Employers: Workers quitting Auckland over housing costs, bad traffic

  • 05/07/2016
The housing bubble, substandard rentals and bad traffic are putting people off Auckland (Getty)
The housing bubble, substandard rentals and bad traffic are putting people off Auckland (Getty)

Highly skilled workers don't want to move to Auckland, and the city's workers are fleeing to the regions in search of a better life, a survey has found.

Employers say decreased productivity, increased sickness and difficulties finding staff are the results of Auckland's housing crisis, according to a survey by recruitment agency Frog Recruitment.

The company questioned senior managers of nearly 40,000 employees across 25 Auckland-based businesses from multiple sectors, including finance, media, property and food.
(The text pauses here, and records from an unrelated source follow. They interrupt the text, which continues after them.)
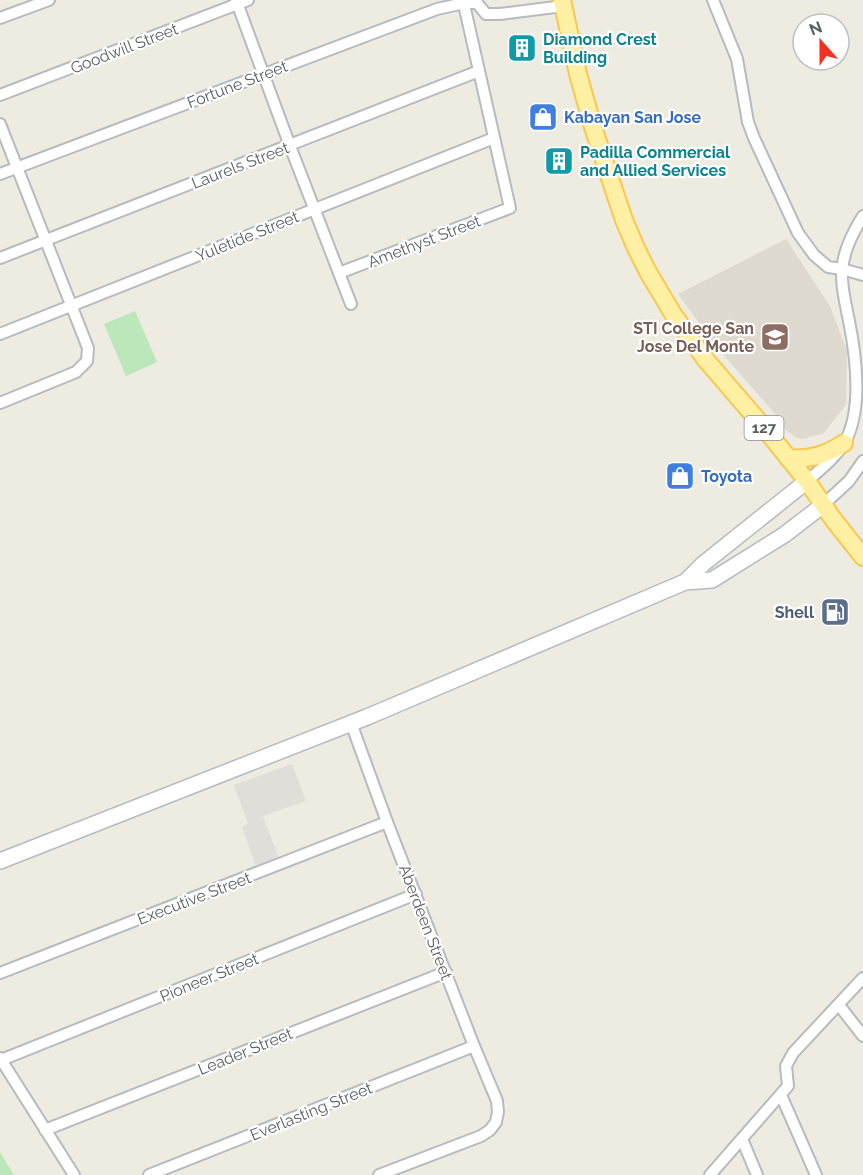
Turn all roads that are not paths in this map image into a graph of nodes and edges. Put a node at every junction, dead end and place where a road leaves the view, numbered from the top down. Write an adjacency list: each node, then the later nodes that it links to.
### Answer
1 (49, 0): 7 (street)
2 (714, 0): 20 (street)
3 (240, 1): 9 (street); 10 (street, Goodwill Street)
4 (478, 1): 5 (street, Fortune Street); 6 (street, Fortune Street)
5 (464, 2): 8 (street); 9 (street, Fortune Street)
6 (562, 3): 28 (main road, 127)
7 (0, 18)
8 (479, 71): 12 (street); 13 (street, Laurels Street)
9 (263, 74): 13 (street); 14 (street, Fortune Street)
10 (0, 95)
11 (0, 124): 14 (street)
12 (494, 138): 16 (street, Yuletide Street); 21 (street, Amethyst Street)
13 (290, 146): 16 (street); 18 (street, Laurels Street)
14 (17, 167): 15 (street, Fortune Street); 18 (street)
15 (0, 174)
16 (314, 210): 21 (street); 24 (street, Yuletide Street)
17 (863, 216): 20 (street)
18 (46, 240): 19 (street, Laurels Street); 24 (street)
19 (0, 258)
20 (842, 269): 22 (street); 27 (street)
21 (339, 273): 23 (street)
22 (863, 275)
23 (351, 304)
24 (72, 305): 25 (street, Yuletide Street); 26 (street)
25 (0, 334)
26 (0, 403)
27 (844, 443): 28 (main road); 30 (street)
28 (788, 458): 30 (main road, 127)
29 (863, 461): 31 (street)
30 (807, 481): 31 (main road, 127); 33 (street)
31 (823, 505): 32 (main road, 127); 33 (street)
32 (863, 557)
33 (685, 582): 34 (street)
34 (351, 723): 35 (street, Aberdeen Street); 36 (street)
35 (387, 822): 37 (street, Aberdeen Street); 39 (street, Executive Street)
36 (0, 861)
37 (416, 894): 38 (street, Aberdeen Street); 44 (street, Pioneer Street)
38 (446, 972): 43 (street, Aberdeen Street); 46 (street, Leader Street)
39 (0, 973)
40 (863, 978): 41 (street)
41 (838, 1005): 42 (street); 45 (street)
42 (863, 1036)
43 (474, 1046): 49 (street, Everlasting Street); 50 (street, Aberdeen Street)
44 (1, 1059): 46 (street)
45 (781, 1095): 47 (street); 53 (street)
46 (45, 1130): 48 (street)
47 (742, 1139): 51 (street); 52 (street)
48 (74, 1175)
49 (149, 1175)
50 (379, 1175)
51 (710, 1175)
52 (757, 1175)
53 (816, 1175)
Spokeswoman Jane Kennelly said the majority of managers surveyed had serious concerns about the impact Auckland's high cost of living had on their ability to retain staff, and on employees' performance.

House prices in Auckland are about nine times higher than average incomes, according to recent estimates.
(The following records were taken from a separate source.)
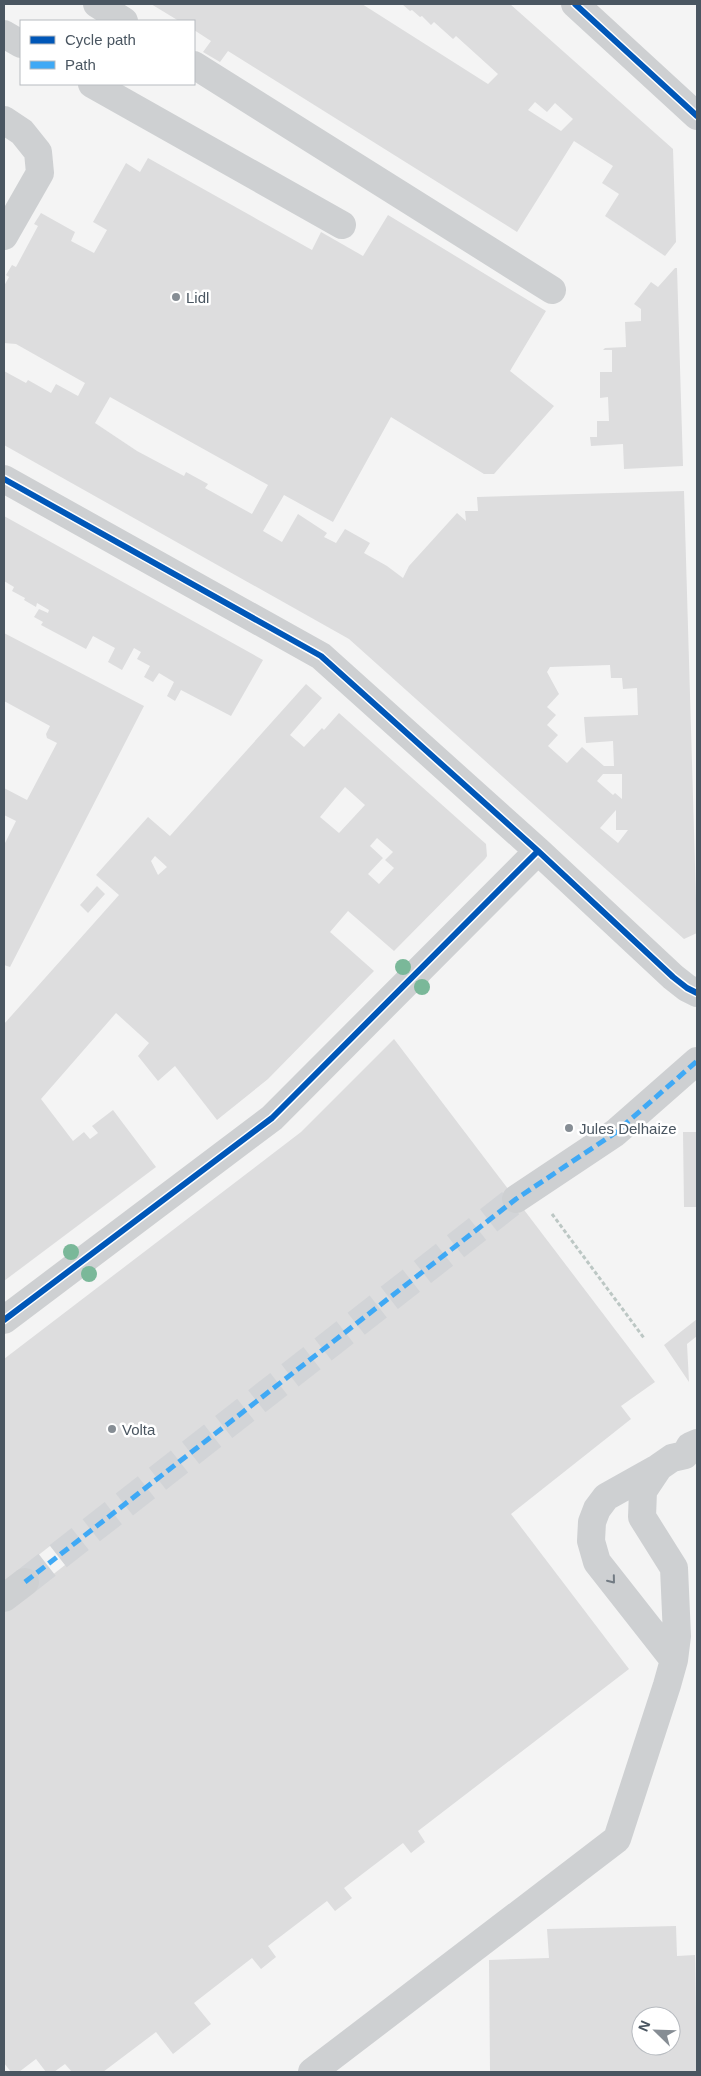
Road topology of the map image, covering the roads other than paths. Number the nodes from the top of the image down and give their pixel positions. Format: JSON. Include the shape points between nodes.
{"nodes":[{"id":1,"x":97,"y":4,"type":"edge"},
{"id":2,"x":576,"y":4,"type":"edge"},
{"id":3,"x":122,"y":20,"type":"edge"},
{"id":4,"x":4,"y":34,"type":"edge"},
{"id":5,"x":20,"y":43,"type":"edge"},
{"id":6,"x":195,"y":66,"type":"edge"},
{"id":7,"x":94,"y":85,"type":"edge"},
{"id":8,"x":697,"y":116,"type":"edge"},
{"id":9,"x":4,"y":120,"type":"edge"},
{"id":10,"x":342,"y":225,"type":"dead end"},
{"id":11,"x":4,"y":236,"type":"edge"},
{"id":12,"x":552,"y":290,"type":"dead end"},
{"id":13,"x":4,"y":480,"type":"edge"},
{"id":14,"x":538,"y":851,"type":"junction"},
{"id":15,"x":697,"y":993,"type":"edge"},
{"id":16,"x":697,"y":1061,"type":"edge"},
{"id":17,"x":516,"y":1199,"type":"tunnel mouth"},
{"id":18,"x":4,"y":1320,"type":"edge"},
{"id":19,"x":697,"y":1443,"type":"edge"},
{"id":20,"x":659,"y":1467,"type":"junction"},
{"id":21,"x":643,"y":1491,"type":"junction"},
{"id":22,"x":25,"y":1582,"type":"tunnel mouth"},
{"id":23,"x":4,"y":1598,"type":"edge"},
{"id":24,"x":675,"y":1648,"type":"junction"},
{"id":25,"x":312,"y":2072,"type":"edge"}],
"edges":[{"from":1,"to":3,"type":"street"},
{"from":2,"to":8,"type":"street"},
{"from":4,"to":5,"type":"street"},
{"from":6,"to":12,"type":"street"},
{"from":7,"to":10,"type":"street"},
{"from":9,"to":11,"type":"street","via":[[22,132],[38,152],[40,173]]},
{"from":13,"to":14,"type":"street","via":[[321,656]]},
{"from":14,"to":15,"type":"street","via":[[673,977]]},
{"from":14,"to":18,"type":"street","via":[[272,1118]]},
{"from":16,"to":17,"type":"street","via":[[615,1132]]},
{"from":19,"to":20,"type":"street","via":[[690,1446],[685,1455],[672,1458]]},
{"from":20,"to":21,"type":"street"},
{"from":20,"to":24,"type":"street","one_way":true,"via":[[606,1497],[592,1522],[591,1541],[598,1562]]},
{"from":21,"to":24,"type":"street","via":[[642,1517],[674,1568]]},
{"from":21,"to":24,"type":"street","via":[[610,1516],[606,1540],[670,1624]]},
{"from":22,"to":23,"type":"street"},
{"from":24,"to":25,"type":"street","via":[[617,1839]]}]}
The survey found a growing number of workers were forced to rent instead of buy houses, which led to decreased productivity from frequent shifting, and sickness from inadequate housing.

"Employers reported that housing affordability, renting and the impact of those issues on performance was a very common conversation held around the water cooler," said Ms Kennelly.

Managers also had trouble attracting new skilled workers from outside Auckland.

"Many won't or can't come to Auckland as they know they won't be able to afford to live here, which impacts on skill levels within companies," she said,

"Conversely, we are losing highly skilled Aucklanders to other regions in the country to pursue a better work-life balance."

The survey revealed workplace morale was being sorely tested as frustrated employees arrived at work stressed from traffic delays, and increased dependence on public transport often made workers late to work.

About two-thirds of employers surveyed had introduced measures to mitigate the problem such as flexible start times outside traffic rush hours, remote work arrangements or commuting allowances.